Coming Out to Your Partner

Coming to terms with your sexuality and/or gender identity can be a difficult process. Many people stay closeted for years out of fear, anxiety, or denial. For some LGBTQ+ individuals, this can lead to relationships that, while perhaps fulfilling in other ways, do not allow them to be their most authentic selves. If this applies to you, and the time has come for you to start being open about your sexuality/gender identity, you will undoubtedly have to come out to your partner. Below are some tips to hopefully help make the process a bit easier on you and your partner.

It is never too early or too late to come out to your partner. Often, people are more upset about the perceived deception or secrecy than their partner’s sexual orientation or gender identity itself. It may be helpful to plan and practice how you will come out to your partner. This can include things like writing down your thoughts or practicing with a friend. Practicing may help you feel more confident and work out any kinks in your speech. As part of your preparation, you may want to identify your primary support system outside of your partner, such as family, friends, local support groups, therapists, or counsellors. This way, you have a group of people to turn to if necessary. Depending on the circumstances, you may not be able to rely on your partner to provide immediate support.

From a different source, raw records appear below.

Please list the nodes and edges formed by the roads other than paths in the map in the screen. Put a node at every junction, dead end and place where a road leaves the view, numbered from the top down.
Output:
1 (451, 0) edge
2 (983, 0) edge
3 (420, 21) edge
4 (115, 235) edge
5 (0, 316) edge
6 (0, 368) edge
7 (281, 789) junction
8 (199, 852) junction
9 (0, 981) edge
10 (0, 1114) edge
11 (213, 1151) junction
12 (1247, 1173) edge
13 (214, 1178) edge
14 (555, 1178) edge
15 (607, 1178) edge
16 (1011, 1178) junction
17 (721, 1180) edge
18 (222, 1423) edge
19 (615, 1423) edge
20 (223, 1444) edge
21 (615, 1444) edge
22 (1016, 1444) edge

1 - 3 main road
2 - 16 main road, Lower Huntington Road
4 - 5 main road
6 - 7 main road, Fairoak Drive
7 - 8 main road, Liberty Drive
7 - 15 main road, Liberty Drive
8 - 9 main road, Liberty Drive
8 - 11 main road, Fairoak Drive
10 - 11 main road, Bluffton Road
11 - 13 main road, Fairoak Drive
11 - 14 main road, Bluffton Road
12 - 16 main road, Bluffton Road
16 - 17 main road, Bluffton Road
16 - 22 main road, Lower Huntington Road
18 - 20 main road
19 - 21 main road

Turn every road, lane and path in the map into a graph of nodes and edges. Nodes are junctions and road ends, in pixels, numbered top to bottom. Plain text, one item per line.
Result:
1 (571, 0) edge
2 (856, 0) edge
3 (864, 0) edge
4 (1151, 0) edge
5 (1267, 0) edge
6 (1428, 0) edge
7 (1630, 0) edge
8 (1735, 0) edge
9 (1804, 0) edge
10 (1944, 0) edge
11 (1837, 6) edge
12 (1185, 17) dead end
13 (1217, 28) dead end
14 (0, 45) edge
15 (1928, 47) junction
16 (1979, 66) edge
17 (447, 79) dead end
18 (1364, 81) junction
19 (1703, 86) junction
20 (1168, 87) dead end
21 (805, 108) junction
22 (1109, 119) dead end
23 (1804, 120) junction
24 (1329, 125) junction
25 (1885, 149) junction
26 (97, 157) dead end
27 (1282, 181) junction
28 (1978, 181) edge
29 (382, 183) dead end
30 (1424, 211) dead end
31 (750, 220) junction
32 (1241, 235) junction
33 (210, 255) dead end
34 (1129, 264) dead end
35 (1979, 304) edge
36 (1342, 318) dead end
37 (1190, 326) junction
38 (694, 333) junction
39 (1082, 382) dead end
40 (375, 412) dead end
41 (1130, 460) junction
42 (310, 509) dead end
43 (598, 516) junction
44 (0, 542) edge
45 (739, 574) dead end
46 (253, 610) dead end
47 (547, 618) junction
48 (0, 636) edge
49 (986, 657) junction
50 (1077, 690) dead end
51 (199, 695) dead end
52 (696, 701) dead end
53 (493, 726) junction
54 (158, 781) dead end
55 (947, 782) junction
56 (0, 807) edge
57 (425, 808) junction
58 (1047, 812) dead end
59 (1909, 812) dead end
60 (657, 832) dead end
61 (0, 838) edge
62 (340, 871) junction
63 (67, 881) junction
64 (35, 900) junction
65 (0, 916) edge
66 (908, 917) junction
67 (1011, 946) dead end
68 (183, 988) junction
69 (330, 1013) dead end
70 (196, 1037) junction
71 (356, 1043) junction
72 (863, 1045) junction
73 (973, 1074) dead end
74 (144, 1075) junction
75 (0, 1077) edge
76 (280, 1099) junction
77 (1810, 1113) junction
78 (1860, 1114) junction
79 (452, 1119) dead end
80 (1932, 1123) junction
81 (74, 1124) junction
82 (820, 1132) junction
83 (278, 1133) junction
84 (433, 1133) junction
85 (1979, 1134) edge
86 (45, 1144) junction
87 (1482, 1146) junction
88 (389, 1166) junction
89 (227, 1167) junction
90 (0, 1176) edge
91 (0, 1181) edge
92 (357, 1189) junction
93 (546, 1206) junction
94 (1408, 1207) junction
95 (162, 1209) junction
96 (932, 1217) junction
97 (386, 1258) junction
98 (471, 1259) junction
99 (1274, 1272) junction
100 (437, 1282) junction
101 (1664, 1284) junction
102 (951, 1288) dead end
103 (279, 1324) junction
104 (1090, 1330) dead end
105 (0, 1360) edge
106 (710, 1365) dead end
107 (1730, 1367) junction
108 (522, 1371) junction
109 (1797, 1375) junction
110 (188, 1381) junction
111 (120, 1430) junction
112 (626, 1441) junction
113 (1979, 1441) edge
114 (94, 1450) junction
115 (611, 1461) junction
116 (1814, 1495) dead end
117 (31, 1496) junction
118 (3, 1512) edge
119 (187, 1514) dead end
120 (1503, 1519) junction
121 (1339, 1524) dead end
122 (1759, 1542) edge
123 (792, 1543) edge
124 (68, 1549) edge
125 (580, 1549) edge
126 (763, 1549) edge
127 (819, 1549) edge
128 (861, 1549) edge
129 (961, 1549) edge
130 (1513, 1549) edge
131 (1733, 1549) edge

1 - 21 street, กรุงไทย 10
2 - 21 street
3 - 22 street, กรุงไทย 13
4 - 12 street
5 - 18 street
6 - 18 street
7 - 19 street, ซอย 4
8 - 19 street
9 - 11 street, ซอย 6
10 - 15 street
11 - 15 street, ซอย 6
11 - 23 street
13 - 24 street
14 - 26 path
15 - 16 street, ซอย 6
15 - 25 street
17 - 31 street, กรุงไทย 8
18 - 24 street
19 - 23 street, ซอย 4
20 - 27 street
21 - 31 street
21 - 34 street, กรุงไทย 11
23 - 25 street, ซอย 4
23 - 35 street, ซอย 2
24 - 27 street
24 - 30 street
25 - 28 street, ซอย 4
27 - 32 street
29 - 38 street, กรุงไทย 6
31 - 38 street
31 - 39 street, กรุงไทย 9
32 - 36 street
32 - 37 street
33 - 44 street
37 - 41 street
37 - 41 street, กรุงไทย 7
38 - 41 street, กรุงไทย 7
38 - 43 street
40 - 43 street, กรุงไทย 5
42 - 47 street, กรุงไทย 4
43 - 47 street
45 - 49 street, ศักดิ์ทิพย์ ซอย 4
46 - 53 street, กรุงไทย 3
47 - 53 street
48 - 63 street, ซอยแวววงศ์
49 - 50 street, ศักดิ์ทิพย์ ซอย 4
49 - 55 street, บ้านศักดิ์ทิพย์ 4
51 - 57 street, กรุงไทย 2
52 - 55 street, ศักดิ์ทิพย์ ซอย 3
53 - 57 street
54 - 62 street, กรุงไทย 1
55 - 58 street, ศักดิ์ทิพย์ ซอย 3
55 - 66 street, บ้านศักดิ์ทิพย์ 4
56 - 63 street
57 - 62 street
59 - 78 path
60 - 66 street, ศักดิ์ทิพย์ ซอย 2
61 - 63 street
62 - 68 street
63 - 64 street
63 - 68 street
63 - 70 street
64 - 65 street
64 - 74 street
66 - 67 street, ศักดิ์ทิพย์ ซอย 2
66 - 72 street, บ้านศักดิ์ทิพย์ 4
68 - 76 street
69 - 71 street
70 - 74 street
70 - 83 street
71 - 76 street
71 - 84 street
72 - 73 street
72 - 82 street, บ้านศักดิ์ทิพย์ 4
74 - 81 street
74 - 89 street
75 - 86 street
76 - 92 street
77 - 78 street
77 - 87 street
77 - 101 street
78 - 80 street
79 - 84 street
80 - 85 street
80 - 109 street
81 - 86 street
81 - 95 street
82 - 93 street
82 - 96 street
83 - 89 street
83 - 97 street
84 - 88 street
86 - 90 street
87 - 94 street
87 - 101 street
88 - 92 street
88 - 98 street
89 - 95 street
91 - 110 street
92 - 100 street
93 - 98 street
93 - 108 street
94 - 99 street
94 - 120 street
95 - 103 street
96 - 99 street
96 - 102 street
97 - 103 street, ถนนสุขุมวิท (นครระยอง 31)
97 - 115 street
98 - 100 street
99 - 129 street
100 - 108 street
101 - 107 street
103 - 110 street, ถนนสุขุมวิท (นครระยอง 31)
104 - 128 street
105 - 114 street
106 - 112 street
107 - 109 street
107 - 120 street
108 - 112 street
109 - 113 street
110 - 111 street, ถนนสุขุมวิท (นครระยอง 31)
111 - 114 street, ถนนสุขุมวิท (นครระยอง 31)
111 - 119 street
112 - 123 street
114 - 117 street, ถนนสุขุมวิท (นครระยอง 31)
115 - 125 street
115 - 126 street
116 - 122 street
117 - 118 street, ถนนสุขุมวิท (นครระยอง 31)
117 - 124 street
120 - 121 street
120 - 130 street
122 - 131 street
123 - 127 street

Prior to coming out to your partner, it is important to determine what you want out of the conversation based on your individual circumstances. Are you interested in staying together? Having an open or polyamorous relationship? Ending the relationship? Subsequently, preparing for a variety of outcomes ranging from ideal to horrible may better equip you to handle your partner’s reaction. You may also consider identifying middling outcomes, neither favourable nor unfavourable, that you can still work with. If you are questioning your sexual orientation or gender identity, sharing these feelings and experiences with your partner may be just as important as coming out to them. Your partner’s support, or lack thereof, will be something for you to consider and potentially address in individual or couple’s counselling; where possible.

When having the conversation with your partner, consider setting aside plenty of time in a private setting for you both to talk and process. Recognize that your partner may feel upset, hurt, and betrayed by your revelation. If you have taken steps to confirm your sexual orientation outside of your relationship, such as having an affair, recognize that this may come up and will be something you must address. While you may want to spare your partner the details, recognize that an affair may be something that ends your relationship regardless of your partner’s acceptance of your sexual orientation or gender identity. Subsequently, your coming out to your partner should not be used as an opportunity to discuss other unrelated issues in your relationship. This may be counterproductive and distract you from the issue at hand.

Some sexualities or gender identities may be more conducive to remaining with your partner, again dependent on your individual circumstances. However, it is important that you identify warning signs of your partner demanding impossible concessions regarding your sexuality or gender identity in exchange for remaining in the relationship. For example, an asexual individual may feel uncomfortable with their partner demanding sex once a week in exchange for remaining in the relationship. Where possible, a therapist or counsellor may be helpful for working through the emotions arising out of the conversation, either individually or in joint sessions. You may also want to encourage your partner to find their own support group, such as The Straight Spouse Network.

Regardless of the outcome, you may want to check in with your support network after the conversation with your partner to debrief and sort through your own emotions. If the conversation does not go well, you may also have to consider your options regarding separation or divorce. Additionally, if you have children, you may also have to consider how to come out to them, and potentially how to explain the end of your relationship with your partner to them.

Ultimately, being honest with yourself and your partner can reduce stress in your relationship and make you both happier in the long run. You know yourself and your partner and must choose the best time and manner in which to come out.